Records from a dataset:
--- START ---

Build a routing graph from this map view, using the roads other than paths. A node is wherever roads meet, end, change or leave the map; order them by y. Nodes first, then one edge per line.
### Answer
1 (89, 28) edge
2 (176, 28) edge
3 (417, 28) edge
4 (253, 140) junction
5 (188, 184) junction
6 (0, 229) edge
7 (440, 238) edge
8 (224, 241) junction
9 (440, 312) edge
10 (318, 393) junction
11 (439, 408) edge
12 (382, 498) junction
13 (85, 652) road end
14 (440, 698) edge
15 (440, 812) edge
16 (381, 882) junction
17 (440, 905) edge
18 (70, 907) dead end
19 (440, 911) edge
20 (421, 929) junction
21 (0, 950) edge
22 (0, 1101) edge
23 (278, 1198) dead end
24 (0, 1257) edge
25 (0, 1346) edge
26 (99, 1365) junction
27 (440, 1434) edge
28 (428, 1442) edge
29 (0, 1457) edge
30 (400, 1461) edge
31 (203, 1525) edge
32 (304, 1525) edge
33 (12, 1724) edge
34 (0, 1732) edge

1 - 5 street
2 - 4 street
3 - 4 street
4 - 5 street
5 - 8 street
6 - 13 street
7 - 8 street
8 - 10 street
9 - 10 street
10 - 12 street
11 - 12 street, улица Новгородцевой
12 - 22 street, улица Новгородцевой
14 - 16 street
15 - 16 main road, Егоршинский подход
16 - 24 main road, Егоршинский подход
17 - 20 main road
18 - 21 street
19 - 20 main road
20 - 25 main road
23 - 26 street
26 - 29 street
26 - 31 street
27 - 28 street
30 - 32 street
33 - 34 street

--- END ---

(GOAL OF THE EXERCISE)
Lines holding "улица": copy each one from the records above.

(THE COMPLETED TASK)
11 - 12 street, улица Новгородцевой
12 - 22 street, улица Новгородцевой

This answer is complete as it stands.